The continued emphasis on cholesterol as the chief culprit in cardiovascular disease is outdated, and the continued reference to imbalance of lipoprotein expression and regulation as "high cholesterol" is very misleading. Cholesterol itself is not a lipoprotein, but rather is a steroid hormone carried by lipoproteins. Cholesterol is primarily made in the liver, but is also produced by cells in the lining of the small intestine, as well as individual fat cells in the body. The molecule Acetyl coenzyme A is the building block to cholesterol, as well as the building block of an important neurotransmitter, acetylcholine, the most important neurotransmitter in the autonomic nervous system. Acetyl coenzyme A is derived from healthy fatty acids, many from the diet, and in the production of cholesterol is turned into mevalonic acid. Statin drugs block the production of the enzyme that controls the rate of production of mevalonic acid, thus reducing the endproduct cholesterol steroid hormone. Unfortunately, a number of other important molecules are also blocked downstream from mevalonic acid, including the precursors to the Vitamin D hormone, and the important antioxidant Coenzyme Q10, both of which more recent research has revealed are essential to cardiovascular health. In response to legitimate doubts about the benefits of low cholesterol for everyone, or artificially lowering cholesterol levels rather than restoring the metabolic homeostasis, a new drug has been introduced to severely lower cholesterol lipids. While this new drug, the PCSK9 inhibitor, is approved for only those with very high cholesterol not controlled with statin drugs, or for those patients who cannot tolerate the adverse effects of statins, there is no doubt that it will be prescribed to most patients with cholesterol levels that are considered high.

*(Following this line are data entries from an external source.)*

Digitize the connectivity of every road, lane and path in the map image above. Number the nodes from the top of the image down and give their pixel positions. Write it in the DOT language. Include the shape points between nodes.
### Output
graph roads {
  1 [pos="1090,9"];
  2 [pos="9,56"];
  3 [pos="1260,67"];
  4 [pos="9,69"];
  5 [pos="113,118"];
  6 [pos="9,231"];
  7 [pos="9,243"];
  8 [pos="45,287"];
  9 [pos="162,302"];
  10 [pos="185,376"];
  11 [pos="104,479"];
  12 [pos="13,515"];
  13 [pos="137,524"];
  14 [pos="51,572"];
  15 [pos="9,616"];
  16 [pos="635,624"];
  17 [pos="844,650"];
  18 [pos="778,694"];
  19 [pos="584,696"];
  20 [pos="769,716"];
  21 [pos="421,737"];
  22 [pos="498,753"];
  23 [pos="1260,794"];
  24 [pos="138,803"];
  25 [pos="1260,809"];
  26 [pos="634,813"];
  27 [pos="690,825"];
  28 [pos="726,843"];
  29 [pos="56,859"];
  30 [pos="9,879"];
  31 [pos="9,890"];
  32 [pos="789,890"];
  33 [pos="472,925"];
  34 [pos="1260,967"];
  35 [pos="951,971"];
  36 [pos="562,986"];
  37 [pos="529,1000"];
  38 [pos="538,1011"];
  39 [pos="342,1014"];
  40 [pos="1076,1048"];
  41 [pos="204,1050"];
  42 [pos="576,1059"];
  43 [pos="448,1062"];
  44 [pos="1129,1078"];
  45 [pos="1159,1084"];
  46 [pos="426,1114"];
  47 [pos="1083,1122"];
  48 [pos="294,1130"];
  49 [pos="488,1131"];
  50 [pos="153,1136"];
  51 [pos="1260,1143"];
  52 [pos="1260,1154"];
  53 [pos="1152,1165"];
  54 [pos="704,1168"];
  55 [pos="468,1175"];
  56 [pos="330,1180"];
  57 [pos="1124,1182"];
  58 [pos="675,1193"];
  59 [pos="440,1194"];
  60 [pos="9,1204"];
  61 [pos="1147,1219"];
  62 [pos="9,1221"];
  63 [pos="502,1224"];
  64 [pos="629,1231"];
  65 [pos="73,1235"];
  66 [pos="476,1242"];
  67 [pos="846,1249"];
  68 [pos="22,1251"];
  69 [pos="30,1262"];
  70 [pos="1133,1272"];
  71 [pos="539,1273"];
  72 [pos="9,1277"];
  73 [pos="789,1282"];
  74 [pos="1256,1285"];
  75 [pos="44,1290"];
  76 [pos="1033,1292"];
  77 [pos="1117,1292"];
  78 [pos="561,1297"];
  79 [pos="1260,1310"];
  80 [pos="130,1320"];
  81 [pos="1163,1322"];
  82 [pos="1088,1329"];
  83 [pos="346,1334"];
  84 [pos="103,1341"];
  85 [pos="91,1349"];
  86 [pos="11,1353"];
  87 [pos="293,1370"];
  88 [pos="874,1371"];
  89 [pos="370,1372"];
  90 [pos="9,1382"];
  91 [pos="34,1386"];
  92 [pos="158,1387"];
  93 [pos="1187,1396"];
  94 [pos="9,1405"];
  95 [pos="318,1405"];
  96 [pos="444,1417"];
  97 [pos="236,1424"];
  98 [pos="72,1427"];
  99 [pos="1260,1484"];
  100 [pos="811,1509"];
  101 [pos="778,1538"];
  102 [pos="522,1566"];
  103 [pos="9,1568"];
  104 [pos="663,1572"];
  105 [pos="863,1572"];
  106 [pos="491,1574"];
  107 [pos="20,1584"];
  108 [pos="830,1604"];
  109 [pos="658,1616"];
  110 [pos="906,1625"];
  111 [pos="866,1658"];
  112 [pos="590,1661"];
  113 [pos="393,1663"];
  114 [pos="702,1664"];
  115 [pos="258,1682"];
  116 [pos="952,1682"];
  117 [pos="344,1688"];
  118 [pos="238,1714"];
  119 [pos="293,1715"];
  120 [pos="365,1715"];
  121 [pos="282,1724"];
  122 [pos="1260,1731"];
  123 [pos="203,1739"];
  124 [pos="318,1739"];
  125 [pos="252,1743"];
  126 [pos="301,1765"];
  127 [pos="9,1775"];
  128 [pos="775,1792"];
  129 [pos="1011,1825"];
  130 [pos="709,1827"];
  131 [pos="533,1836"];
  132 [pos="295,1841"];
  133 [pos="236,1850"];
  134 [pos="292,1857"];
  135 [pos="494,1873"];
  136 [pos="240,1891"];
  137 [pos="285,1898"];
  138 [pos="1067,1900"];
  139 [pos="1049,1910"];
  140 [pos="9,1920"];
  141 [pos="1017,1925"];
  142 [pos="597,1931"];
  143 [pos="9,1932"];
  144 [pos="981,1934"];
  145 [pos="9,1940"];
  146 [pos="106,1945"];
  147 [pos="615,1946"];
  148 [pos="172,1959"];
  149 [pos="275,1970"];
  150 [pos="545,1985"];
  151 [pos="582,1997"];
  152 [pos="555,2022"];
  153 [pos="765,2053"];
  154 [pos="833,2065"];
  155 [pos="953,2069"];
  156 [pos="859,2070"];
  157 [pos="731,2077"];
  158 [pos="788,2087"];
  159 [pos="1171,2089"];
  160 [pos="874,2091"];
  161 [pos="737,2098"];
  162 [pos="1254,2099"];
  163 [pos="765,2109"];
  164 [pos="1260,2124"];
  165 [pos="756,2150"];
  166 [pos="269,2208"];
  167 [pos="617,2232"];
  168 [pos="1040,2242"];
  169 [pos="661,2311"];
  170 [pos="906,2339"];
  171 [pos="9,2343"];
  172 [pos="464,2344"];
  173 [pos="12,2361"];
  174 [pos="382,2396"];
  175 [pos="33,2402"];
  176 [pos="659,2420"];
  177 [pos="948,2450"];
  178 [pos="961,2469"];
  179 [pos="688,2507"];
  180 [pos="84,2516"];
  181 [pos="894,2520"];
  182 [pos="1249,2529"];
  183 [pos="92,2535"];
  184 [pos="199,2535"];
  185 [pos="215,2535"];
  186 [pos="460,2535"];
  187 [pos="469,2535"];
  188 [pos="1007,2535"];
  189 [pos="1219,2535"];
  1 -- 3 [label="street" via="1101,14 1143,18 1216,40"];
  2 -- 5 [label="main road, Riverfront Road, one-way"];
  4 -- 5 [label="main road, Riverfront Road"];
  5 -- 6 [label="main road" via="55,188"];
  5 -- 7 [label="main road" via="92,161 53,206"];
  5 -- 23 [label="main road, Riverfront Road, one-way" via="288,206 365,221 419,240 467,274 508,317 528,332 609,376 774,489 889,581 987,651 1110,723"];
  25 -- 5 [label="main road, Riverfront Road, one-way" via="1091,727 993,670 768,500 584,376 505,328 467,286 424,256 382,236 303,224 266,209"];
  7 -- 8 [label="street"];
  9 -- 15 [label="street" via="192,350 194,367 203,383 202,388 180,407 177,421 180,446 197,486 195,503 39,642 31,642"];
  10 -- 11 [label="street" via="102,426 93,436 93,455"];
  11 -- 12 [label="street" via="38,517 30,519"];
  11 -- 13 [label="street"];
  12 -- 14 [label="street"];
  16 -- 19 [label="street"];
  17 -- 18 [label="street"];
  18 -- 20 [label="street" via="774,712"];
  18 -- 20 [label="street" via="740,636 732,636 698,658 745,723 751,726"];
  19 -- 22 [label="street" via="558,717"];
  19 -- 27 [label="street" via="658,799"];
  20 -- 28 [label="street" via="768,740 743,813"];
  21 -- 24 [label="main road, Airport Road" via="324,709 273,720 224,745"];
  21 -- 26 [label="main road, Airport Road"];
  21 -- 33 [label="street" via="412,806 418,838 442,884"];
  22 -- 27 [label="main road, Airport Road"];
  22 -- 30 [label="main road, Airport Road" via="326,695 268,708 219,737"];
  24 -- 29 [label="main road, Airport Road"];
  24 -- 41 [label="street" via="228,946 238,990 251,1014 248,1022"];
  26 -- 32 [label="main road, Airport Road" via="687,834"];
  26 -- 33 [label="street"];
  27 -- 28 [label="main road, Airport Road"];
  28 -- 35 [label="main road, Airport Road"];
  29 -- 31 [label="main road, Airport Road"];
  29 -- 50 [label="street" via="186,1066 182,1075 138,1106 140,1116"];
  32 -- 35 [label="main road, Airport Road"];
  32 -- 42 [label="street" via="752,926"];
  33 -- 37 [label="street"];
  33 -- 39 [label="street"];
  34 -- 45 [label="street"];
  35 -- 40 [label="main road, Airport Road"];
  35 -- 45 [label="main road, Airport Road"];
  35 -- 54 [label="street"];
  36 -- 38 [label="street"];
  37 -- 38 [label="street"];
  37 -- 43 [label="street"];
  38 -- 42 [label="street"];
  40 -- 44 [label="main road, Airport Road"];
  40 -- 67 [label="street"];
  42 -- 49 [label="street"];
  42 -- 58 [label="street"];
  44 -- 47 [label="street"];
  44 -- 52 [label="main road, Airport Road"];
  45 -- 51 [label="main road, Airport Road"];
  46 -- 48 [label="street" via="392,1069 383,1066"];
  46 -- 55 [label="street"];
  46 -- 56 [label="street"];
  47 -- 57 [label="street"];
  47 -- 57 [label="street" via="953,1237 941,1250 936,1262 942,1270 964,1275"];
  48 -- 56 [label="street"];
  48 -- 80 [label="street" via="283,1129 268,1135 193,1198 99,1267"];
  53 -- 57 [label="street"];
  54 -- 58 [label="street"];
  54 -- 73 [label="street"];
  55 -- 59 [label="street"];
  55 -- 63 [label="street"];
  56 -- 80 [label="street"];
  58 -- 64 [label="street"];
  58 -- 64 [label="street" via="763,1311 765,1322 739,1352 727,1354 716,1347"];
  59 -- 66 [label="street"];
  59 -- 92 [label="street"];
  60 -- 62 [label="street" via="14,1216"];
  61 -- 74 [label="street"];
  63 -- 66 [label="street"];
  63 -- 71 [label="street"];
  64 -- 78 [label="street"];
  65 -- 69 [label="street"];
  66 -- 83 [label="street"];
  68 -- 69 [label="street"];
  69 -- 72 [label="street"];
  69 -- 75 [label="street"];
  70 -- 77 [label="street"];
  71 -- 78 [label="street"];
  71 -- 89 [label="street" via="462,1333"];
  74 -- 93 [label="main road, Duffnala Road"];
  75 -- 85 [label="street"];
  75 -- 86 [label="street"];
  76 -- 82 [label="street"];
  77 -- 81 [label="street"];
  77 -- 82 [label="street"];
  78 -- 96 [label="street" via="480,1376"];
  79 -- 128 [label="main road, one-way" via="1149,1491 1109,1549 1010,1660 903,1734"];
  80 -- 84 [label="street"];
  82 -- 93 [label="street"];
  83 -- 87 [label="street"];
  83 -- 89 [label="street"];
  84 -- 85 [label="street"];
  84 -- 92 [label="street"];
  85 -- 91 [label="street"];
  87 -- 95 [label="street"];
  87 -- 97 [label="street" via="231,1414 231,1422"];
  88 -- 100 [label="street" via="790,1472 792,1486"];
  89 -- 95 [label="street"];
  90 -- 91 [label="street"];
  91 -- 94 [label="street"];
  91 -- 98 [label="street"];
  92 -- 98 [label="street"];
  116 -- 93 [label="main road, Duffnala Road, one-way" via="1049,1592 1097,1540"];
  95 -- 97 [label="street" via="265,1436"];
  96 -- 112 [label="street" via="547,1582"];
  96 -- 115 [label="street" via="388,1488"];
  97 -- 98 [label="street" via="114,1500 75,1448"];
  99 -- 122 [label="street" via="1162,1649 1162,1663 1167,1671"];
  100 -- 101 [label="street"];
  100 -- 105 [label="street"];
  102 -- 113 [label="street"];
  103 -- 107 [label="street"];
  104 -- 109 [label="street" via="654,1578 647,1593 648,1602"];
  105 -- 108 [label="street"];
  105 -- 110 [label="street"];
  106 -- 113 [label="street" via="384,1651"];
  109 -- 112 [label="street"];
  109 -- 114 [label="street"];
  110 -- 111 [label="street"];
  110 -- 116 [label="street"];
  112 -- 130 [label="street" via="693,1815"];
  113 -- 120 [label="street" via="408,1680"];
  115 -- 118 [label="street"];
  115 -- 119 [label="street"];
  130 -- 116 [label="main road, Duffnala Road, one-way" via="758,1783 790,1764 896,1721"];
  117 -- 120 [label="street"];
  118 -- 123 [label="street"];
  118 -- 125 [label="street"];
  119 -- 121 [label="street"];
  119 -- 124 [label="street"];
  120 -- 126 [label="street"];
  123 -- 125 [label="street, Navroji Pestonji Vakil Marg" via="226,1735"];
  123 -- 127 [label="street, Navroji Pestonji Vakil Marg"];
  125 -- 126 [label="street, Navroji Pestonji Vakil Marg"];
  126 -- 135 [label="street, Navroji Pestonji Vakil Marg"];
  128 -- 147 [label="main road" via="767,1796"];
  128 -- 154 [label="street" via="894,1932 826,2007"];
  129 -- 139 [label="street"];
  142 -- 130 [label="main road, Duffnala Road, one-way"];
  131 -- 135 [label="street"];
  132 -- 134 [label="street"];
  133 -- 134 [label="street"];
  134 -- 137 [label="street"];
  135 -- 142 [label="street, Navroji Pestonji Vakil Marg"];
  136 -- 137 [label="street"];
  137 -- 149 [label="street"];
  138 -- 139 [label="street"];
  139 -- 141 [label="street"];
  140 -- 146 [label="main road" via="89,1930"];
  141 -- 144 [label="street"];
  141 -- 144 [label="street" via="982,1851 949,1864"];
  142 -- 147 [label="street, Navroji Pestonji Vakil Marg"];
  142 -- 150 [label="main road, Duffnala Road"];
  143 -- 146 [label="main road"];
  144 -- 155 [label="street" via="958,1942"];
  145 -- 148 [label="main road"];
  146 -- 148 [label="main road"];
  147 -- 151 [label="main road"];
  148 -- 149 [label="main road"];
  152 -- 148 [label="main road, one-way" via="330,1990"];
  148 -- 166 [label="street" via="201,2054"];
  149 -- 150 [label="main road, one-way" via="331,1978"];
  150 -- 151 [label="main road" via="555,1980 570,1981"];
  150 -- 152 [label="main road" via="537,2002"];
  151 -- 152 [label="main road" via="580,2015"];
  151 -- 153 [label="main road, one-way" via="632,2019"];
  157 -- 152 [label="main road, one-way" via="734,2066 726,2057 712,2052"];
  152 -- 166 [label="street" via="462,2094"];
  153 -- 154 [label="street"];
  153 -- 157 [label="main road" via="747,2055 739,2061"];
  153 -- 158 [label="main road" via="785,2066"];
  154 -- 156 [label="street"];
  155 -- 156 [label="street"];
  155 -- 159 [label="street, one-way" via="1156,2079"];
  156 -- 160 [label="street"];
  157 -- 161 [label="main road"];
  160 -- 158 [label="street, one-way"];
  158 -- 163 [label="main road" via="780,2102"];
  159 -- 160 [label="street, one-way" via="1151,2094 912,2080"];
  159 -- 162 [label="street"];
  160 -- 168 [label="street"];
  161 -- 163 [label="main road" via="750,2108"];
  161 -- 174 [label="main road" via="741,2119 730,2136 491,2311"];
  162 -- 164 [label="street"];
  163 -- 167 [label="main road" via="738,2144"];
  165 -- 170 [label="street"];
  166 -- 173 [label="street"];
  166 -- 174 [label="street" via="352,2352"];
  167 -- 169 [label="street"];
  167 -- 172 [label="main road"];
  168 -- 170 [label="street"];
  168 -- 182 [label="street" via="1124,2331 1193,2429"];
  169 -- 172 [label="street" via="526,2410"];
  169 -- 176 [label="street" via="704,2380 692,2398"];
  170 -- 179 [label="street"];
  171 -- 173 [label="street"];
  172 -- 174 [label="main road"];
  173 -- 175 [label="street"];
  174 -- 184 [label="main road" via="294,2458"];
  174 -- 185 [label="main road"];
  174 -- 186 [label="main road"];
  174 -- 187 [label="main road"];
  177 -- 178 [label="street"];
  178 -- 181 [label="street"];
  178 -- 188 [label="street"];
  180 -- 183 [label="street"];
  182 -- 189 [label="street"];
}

There are also a variety of reasons why each individual may have a higher level of circulating cholesterol or lipoprotein. Allopathic medicine tries to find a single treatment that works for a majority of paients, but with this approach comes an attitude that tends to treat each patient the same, ignoring individuality in the health profile to a great extent. Increased circulating cholesterol may be a sign of increased need for this hormone in the body, and a growing number of medical doctors and researchers are questioning the need to reduce, or block, cholesterol production, in a great number of patients. With any molecule in the body, there is a tendency to express variants that do not work well in the body. This is why the body may express large amounts of certain valuable molecules. Cholesterol is certainly an important molecule in the body, playing a host of vital roles, such as the daily precursor to other steroid hormones, such as progesterone, estrogen etc. There is now some concern that the number of poor quality cholesterol molecules in the body could be hurting our health, and a host of factors may be causing the difficulties with quality cholesterol production. Certainly, fatty acid imbalance is a factor, but poor liver function, metabolic stress, and the chemical blocking of the pathway of cholesterol production, may all play a part in poor quality cholesterol. Fatty acids are long chain hydrocarbons that are the backbone of triglycerides and phospholipids, whose degradation products form the sterol base of cholesterol. Many fatty acids are essential fatty acids, meaning that it is essential that we obtain them from our food. Building a holistic basis for healthy cholesterol and lipoproteins requires quality natural foods and oils, daily essential fatty acid balance in the diet, good liver function and health, decrease in metabolic stress, and overall hormonal balance.